California is once again battling deadly wildfires that grew across the state over the weekend, fanned by high winds and fueled by dry conditions.

Even as the fires in Northern and Southern California grew in size, the number of people found dead in the wake of the fires has grown past 40. The fire in Northern California obliterated a town and has destroyed more than 6,700 structures while growing fires in Southern California have driven residents to evacuate as homes have burned.

The Camp Fire, which started in Northern California's Butte County, to the north of Sacramento, started Thursday morning. It burned through the town of Paradise, and has been responsible for 42 known deaths as of Monday evening, Cal Fire reports. Three firefighters have been injured by the blaze.

As of Monday night, the Camp Fire was at 117,000 acres and 30% contained. The fire threatens 15,500 structures and has destroyed 6,453 homes and 260 commercial buildings. It has damaged 36 homes and 22 commercial buildings and destroyed 389 minor structures. It is now the most destructive wildfire in California history and the deadliest (the 1933 Griffith Park fire in Los Angeles, previously the deadliest, claimed 29 lives). More than 200 people remain missing, the San Francisco Chronicle reports. An estimated 52,000 people have evacuated.

Strong winds and dry conditions were expected to continue through Monday morning.
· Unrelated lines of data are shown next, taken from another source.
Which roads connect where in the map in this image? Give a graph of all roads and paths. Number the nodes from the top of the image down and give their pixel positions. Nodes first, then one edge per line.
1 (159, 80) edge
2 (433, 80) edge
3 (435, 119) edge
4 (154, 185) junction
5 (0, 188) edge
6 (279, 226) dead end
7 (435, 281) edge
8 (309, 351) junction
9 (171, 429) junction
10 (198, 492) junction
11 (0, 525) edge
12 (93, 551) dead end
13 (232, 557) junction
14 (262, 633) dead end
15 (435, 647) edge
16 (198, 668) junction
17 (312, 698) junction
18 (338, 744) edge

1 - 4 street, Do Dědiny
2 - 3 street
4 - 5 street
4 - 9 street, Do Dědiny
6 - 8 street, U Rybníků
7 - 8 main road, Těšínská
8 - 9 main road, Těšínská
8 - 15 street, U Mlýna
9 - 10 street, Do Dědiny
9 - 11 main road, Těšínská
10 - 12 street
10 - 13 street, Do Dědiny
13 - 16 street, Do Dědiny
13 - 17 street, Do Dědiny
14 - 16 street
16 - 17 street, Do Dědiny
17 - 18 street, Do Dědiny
It could take the rest of November to contain the Camp Fire.

The fire remains under investigation, and state regulators have started investigating whether PG&E and Southern California Edison Co.'s malfunctioning equipment played a role in the Camp Fire and the largest of the Southern California fires, the Woolsey Fire, the Mercury News reports. Shares for both companies plunged Monday.

California Wildfire Now Most Destructive, Deadliest In State's History
Smoke is visible from the wildfires in Northern and Southern California in this Nov. 9 image from NASA

The two large fires in Southern California started in Ventura County, which was ravaged by the Thomas Fire a year ago. That fire burned nearly 281,900 acres in Ventura and Santa Barbara counties.
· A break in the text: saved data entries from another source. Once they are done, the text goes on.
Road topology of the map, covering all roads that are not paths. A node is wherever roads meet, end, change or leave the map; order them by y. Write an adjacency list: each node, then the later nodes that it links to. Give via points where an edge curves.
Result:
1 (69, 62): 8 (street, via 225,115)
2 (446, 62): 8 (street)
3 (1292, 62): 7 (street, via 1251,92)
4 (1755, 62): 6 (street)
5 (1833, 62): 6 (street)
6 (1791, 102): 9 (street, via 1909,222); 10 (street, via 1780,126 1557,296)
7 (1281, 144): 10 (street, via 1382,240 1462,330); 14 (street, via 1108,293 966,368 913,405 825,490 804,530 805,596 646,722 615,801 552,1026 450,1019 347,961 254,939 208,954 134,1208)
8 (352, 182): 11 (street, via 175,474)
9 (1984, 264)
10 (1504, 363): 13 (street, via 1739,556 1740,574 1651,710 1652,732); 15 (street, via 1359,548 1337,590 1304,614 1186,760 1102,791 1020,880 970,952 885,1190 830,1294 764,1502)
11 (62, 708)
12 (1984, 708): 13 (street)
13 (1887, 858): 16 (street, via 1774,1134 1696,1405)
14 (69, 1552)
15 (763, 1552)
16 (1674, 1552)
The Woolsey Fire, which is burning in Ventura and Los Angeles counties, started Thursday afternoon as a brush fire south of Simi Valley. It had spread to 93,662 acres by Monday night and was 30% contained. The Hill Fire, which started Thursday afternoon in Santa Rosa Valley, was at 4,531 acres and 80% contained by Monday.

The Woolsey Fire threatens 57,000 structures and has destroyed an estimated 435 structures and damaged 24. Those numbers are expected to increase once crews can get into affected areas to assess the damage. Only 15% of the damage inspection is complete. Moderate to strong Santa Ana winds are expected through Monday morning that could fan and spread the flames.

On Friday, two bodies were found in the Malibu area, the Ventura County Star reports. Three firefighters have been injured.

The Woolsey fire jumped Highway 101 Friday morning, causing the immediate evacuation of the city of Malibu, the Ventura County Star reports. Evacuating residents clogged the winding Pacific Coast Highway, which is a main artery into the city.

A mandatory evacuation was issued for Calabasas Sunday night, the Los Angeles Times reports. As of Sunday, 95,000 people have been evacuated in Ventura County and 105,000 in Los Angeles County, the Star reports.

By Monday, some of the evacuation orders had been lifted and Highway 101 had reopened to traffic, the Star reports.

The fire has burned through several landmarks, including the set of "M*A*S*H," Reagan Ranch and Paramount Ranch's Western Town, which was featured in "Westworld."

Eighty-three percent of all National Parks Service land in the Santa Monica Mountains National Recreation Area has been burned by the Woolsey Fire.

This story is developing and will be updated.